We're making the 45 mile passage from San Jaunico to Bahia Conception. Our plan was to start early and then catch the afternoon breeze and arrive mid-afternoon. But now, at 3pm, with miles still to go, the sea is as calm as I ever seen it. There is barely even motion on its oily surface. The air is hot, humid, and still. The only real movement we see is from living things and growing thunderheads.

The thunderheads seem close. But I've already discovered that a flat sea distorts distances. We watched an island (which seemed close enough to land on) never grow nearer-just slightly larger. I know from the geography of the place that the thunderheads are really on the far shore.
Dolphins leaping

When it's this flat, and this hot, there is nothing to do but stare into the ocean. It's better than TV, Maia says. You need to know she has never had cable... But we do see things in the flat water we’d never see when there are waves. The hump of a turtle’s back is clearly silhouetted, as is his head when he raises it to look around, and his back flippers, which show after he sees us and begins his dive.
Manta Rays from above

Under the surface we can see schools (flocks?) of manta rays—gliding along as though in flight. When they leap free of the ocean it makes me wonder if they are aching to be birds, if soaring away will be their next evolutionary step.
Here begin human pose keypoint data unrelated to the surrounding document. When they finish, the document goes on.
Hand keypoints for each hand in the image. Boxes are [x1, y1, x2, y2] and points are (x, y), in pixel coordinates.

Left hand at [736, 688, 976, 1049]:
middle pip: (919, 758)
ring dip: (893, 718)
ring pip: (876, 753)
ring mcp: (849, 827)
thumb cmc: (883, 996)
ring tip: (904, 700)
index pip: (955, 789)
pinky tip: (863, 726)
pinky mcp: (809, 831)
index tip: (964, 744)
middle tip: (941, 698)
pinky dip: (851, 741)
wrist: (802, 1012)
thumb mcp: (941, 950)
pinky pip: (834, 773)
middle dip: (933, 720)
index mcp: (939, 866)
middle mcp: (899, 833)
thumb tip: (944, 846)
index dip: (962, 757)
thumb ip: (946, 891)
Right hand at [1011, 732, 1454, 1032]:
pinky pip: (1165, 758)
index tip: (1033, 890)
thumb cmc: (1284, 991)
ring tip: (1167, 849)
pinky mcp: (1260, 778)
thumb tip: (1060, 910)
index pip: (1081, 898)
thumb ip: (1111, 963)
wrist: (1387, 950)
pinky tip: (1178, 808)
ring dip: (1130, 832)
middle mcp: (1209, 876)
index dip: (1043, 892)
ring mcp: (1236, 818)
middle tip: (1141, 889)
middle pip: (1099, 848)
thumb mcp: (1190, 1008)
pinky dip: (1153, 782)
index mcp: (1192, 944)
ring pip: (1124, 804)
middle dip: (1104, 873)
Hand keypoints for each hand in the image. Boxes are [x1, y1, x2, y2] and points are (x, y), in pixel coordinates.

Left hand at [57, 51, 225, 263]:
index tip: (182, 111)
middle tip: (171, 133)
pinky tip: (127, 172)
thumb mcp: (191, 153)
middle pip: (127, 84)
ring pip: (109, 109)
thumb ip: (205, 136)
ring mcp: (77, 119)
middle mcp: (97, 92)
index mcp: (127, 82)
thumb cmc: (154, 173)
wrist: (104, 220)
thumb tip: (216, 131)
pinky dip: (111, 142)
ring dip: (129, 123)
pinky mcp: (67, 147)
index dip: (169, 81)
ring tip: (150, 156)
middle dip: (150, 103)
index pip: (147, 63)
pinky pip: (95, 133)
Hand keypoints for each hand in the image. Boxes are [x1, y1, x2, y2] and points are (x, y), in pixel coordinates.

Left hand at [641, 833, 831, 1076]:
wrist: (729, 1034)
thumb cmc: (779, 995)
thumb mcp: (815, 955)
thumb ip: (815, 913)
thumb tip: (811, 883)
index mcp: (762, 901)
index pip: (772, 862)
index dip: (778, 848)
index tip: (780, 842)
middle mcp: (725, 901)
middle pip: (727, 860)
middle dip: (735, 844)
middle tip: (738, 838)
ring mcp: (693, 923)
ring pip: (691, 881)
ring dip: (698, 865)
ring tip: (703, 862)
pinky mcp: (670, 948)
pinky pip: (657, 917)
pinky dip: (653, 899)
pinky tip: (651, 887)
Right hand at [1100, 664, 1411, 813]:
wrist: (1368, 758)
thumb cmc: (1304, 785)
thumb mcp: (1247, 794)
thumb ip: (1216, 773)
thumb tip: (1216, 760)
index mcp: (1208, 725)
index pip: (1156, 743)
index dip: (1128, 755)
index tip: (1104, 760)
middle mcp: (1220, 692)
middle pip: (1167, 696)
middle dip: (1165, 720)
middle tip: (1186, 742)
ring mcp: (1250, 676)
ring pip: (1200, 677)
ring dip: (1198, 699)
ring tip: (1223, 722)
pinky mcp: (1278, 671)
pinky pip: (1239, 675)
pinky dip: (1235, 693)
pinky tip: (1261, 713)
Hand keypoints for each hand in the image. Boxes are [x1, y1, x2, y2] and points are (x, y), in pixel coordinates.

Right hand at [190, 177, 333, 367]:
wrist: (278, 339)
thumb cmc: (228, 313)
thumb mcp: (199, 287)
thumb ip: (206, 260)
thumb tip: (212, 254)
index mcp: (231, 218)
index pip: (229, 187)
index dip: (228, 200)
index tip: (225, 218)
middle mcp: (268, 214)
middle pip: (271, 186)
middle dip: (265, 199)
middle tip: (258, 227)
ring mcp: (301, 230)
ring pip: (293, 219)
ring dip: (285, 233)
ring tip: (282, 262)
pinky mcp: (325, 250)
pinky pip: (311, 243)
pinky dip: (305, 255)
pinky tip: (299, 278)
I think on a day this quiet that the sea creatures find us interesting too. How else would you explain the great numbers of dolphins that have visited and the rays that glide right up to the boat? An animal we could do with less though are the boobie birds. Three times one has dove for our fishing lures, almost becoming the only thing we've caught today... What amazes me is the same bird will dive on the same lure more than once. We've heard stories from other boaters who have caught a boobie, managed to free it (with no small effort and bloodshed on the sailor's part) only to have the liberated bird dive for the lure a second time.
We watched the boobies circle above our lure and dive, then do it again...
I've come to the conclusion their behaviour is out of optimism rather than stupidity though. And I've been pondering the question for a while. It's too hot, and too still to do much else...

1 comment:

boatbaby said...

What great photos! I remember we motored in a dead calm from Miami to Key Largo on Christmas morning. The only boat out there I dare say... and every critter from sea and sky and land greeted us. It was magical.